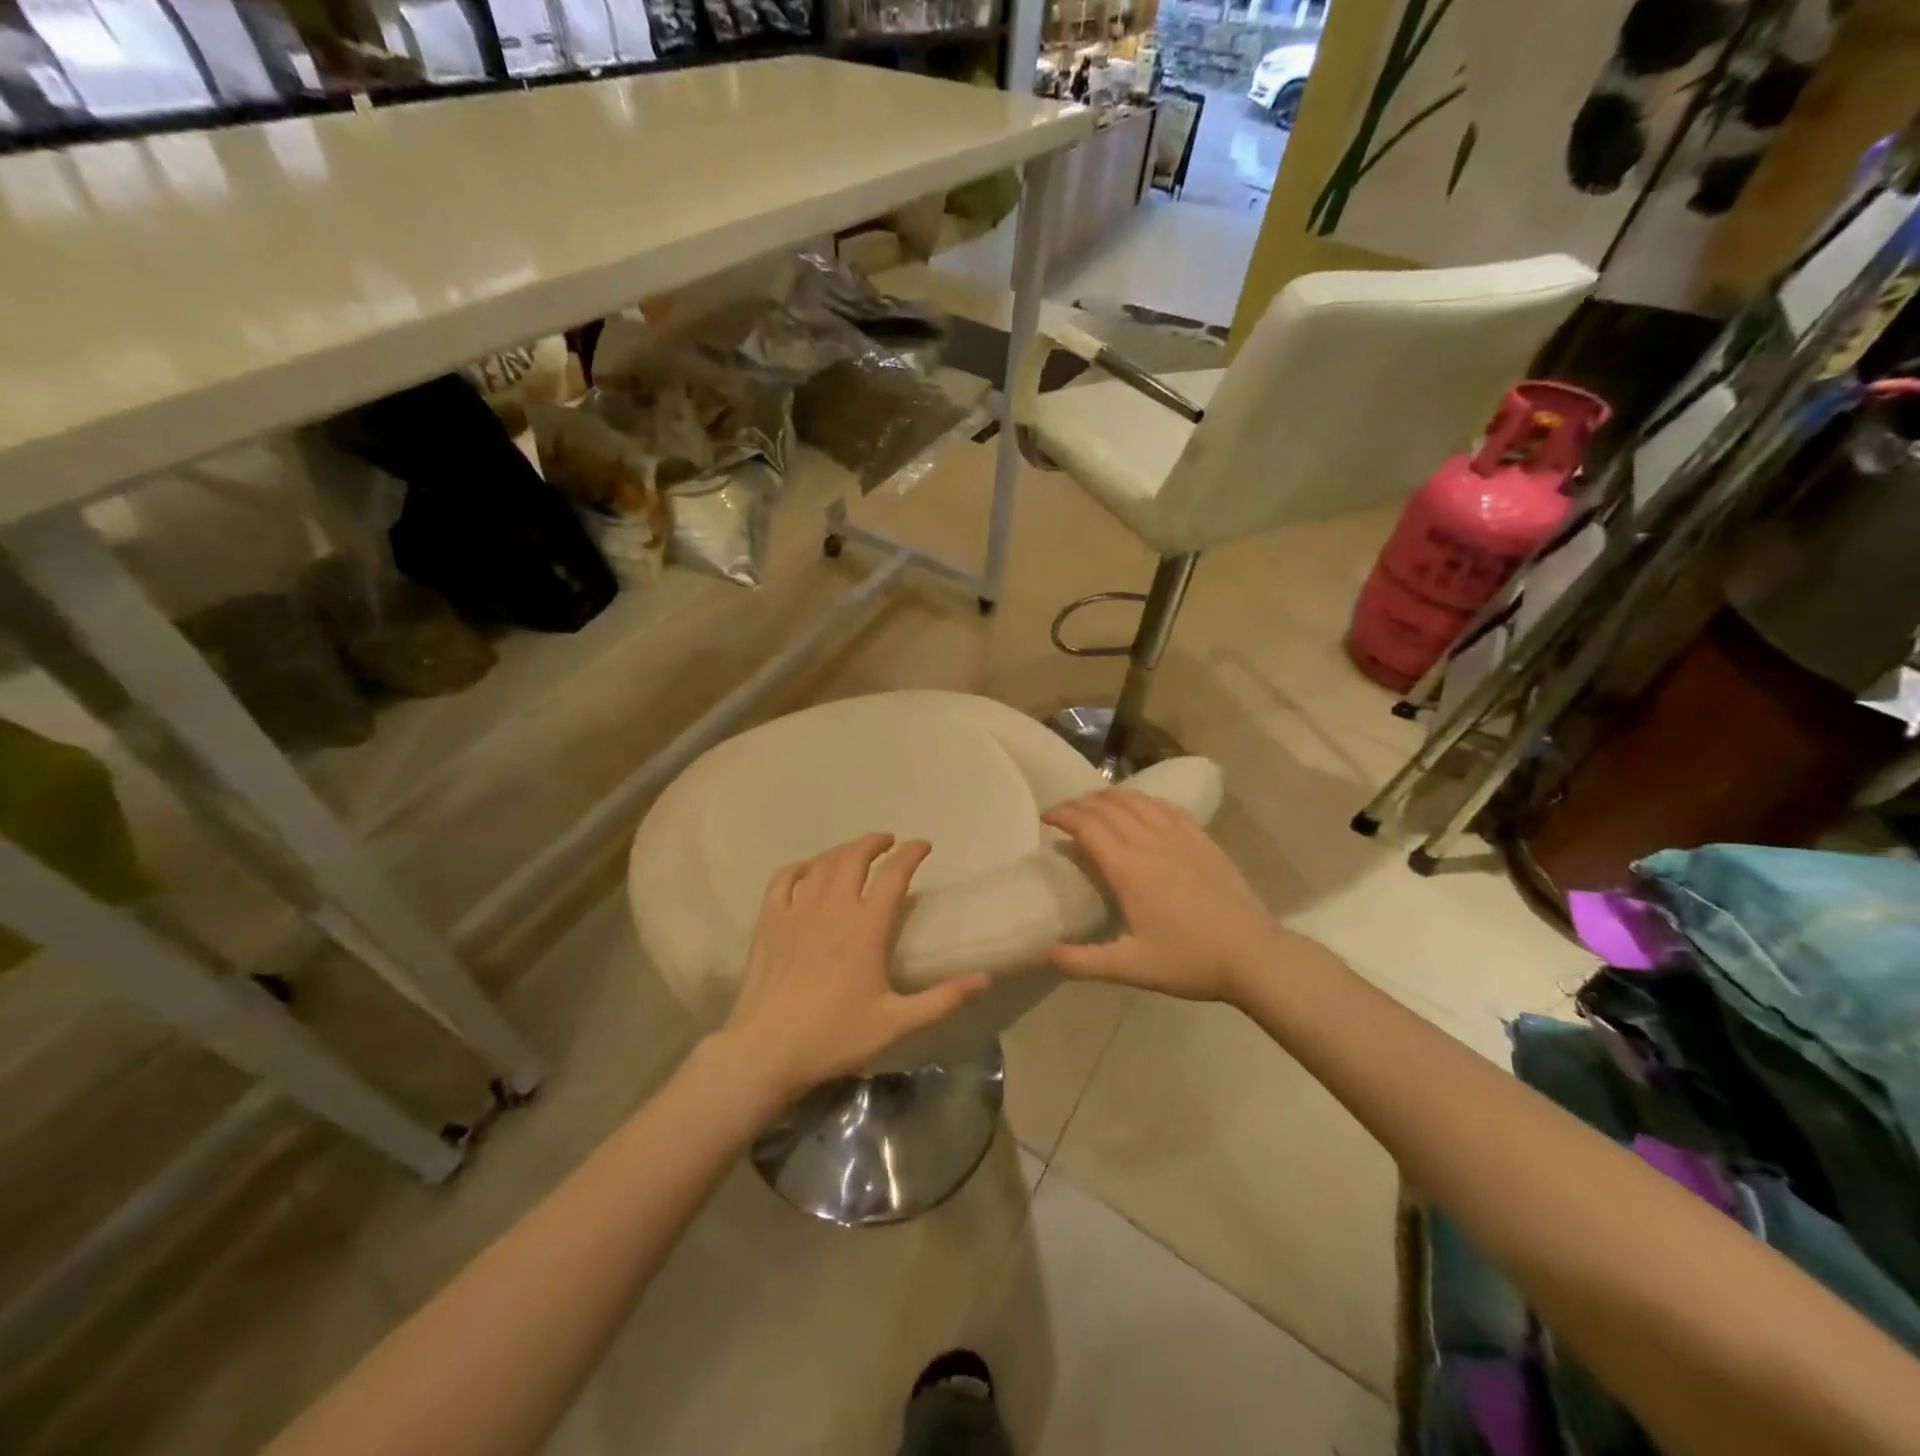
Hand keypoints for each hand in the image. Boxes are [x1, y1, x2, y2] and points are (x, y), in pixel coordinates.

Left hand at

════════

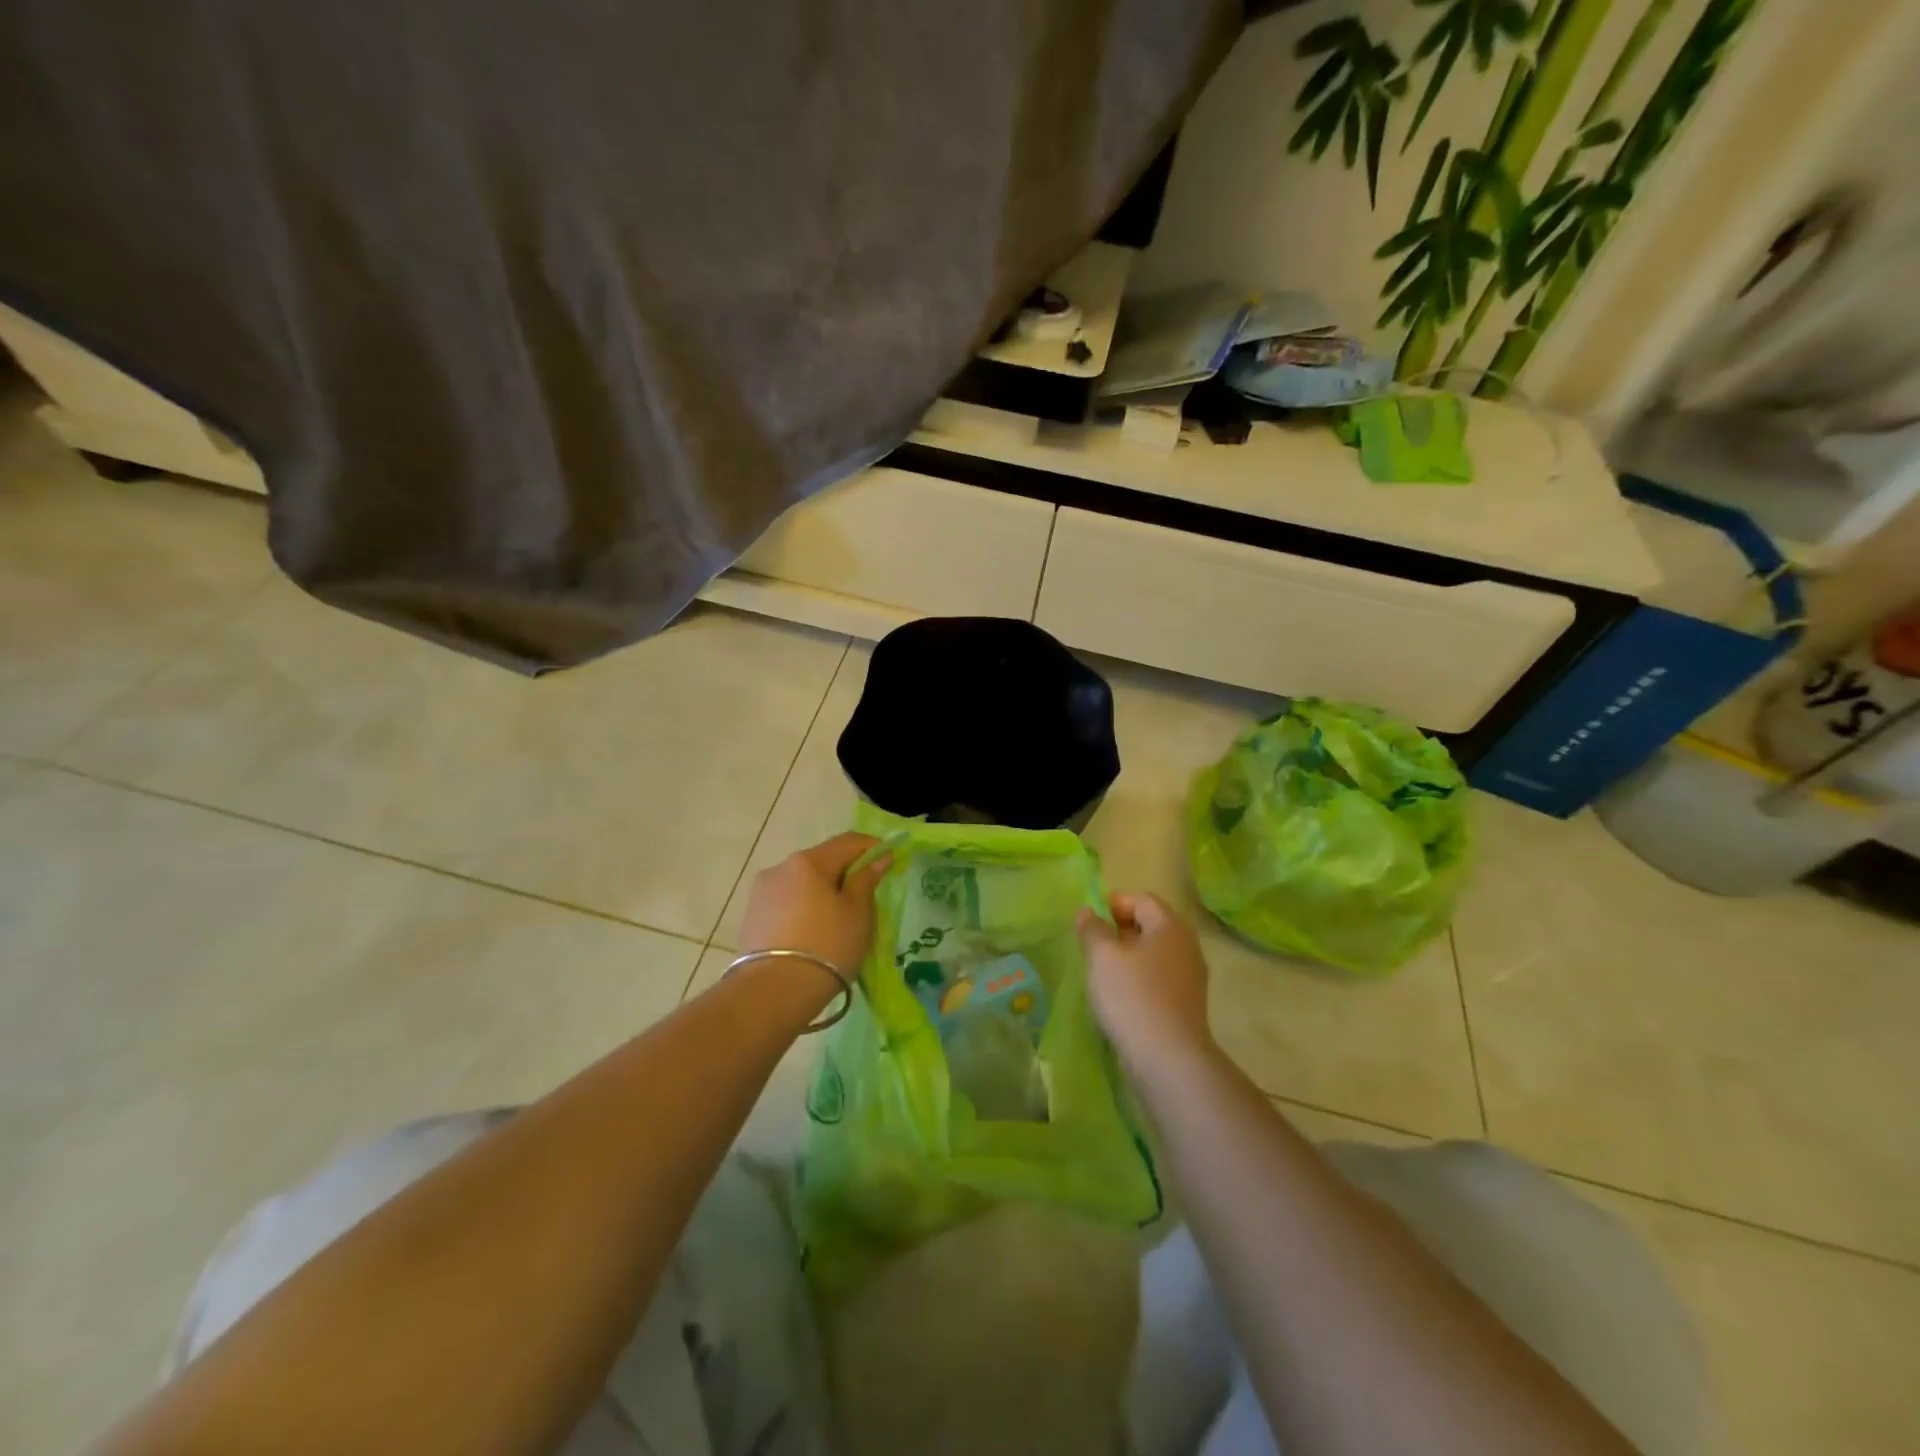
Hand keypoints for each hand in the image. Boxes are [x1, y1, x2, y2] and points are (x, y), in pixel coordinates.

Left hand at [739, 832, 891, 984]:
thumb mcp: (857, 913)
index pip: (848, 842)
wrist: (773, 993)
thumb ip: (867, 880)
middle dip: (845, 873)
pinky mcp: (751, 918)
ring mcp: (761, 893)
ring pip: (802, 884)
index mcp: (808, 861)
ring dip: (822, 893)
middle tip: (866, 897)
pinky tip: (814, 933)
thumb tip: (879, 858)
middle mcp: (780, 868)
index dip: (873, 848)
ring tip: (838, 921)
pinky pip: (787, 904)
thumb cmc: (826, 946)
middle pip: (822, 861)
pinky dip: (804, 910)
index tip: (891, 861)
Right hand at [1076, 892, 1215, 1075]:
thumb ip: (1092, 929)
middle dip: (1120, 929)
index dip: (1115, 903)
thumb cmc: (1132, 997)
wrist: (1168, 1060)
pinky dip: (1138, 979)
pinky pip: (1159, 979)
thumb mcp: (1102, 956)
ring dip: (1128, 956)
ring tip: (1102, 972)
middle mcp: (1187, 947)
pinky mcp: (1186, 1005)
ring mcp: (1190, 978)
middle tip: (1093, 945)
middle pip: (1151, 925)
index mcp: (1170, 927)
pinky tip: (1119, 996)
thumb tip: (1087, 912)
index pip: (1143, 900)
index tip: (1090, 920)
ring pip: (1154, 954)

════════

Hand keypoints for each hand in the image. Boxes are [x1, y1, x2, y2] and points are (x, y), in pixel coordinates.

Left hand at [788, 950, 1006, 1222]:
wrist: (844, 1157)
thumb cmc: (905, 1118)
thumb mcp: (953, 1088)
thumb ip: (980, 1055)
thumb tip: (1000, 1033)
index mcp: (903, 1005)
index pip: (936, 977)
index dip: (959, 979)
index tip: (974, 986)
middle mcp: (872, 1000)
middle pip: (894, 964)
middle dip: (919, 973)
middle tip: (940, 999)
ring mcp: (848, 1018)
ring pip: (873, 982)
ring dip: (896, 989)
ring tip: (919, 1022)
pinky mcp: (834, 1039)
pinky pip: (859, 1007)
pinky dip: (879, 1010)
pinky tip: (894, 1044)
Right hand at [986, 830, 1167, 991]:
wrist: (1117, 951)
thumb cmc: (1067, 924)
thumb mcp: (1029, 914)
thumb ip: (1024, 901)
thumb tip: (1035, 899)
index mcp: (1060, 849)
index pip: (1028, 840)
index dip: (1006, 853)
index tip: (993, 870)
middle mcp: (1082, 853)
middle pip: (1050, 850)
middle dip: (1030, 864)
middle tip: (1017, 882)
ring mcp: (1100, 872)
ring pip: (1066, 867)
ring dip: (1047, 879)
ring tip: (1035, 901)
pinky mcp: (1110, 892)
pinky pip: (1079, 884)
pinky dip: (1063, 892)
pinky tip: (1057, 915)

════════

Copy the lines above exactly, beginning at the line that has "index tip: (891, 861)" and stopping after the line that has "ring pip: (1154, 954)", and omit the rest.

index tip: (891, 861)
Right hand at [1076, 892, 1215, 1075]:
thumb ip: (1092, 929)
middle dip: (1120, 929)
index dip: (1115, 903)
thumb cmc: (1132, 997)
wrist: (1168, 1060)
pinky dip: (1138, 979)
pinky pip: (1159, 979)
thumb mcp: (1102, 956)
ring dip: (1128, 956)
ring tip: (1102, 972)
middle mcp: (1187, 947)
pinky mcp: (1186, 1005)
ring mcp: (1190, 978)
middle tip: (1093, 945)
middle pip: (1151, 925)
index mcp: (1170, 927)
pinky tip: (1119, 996)
thumb tip: (1087, 912)
index pip: (1143, 900)
index tip: (1090, 920)
ring pip: (1154, 954)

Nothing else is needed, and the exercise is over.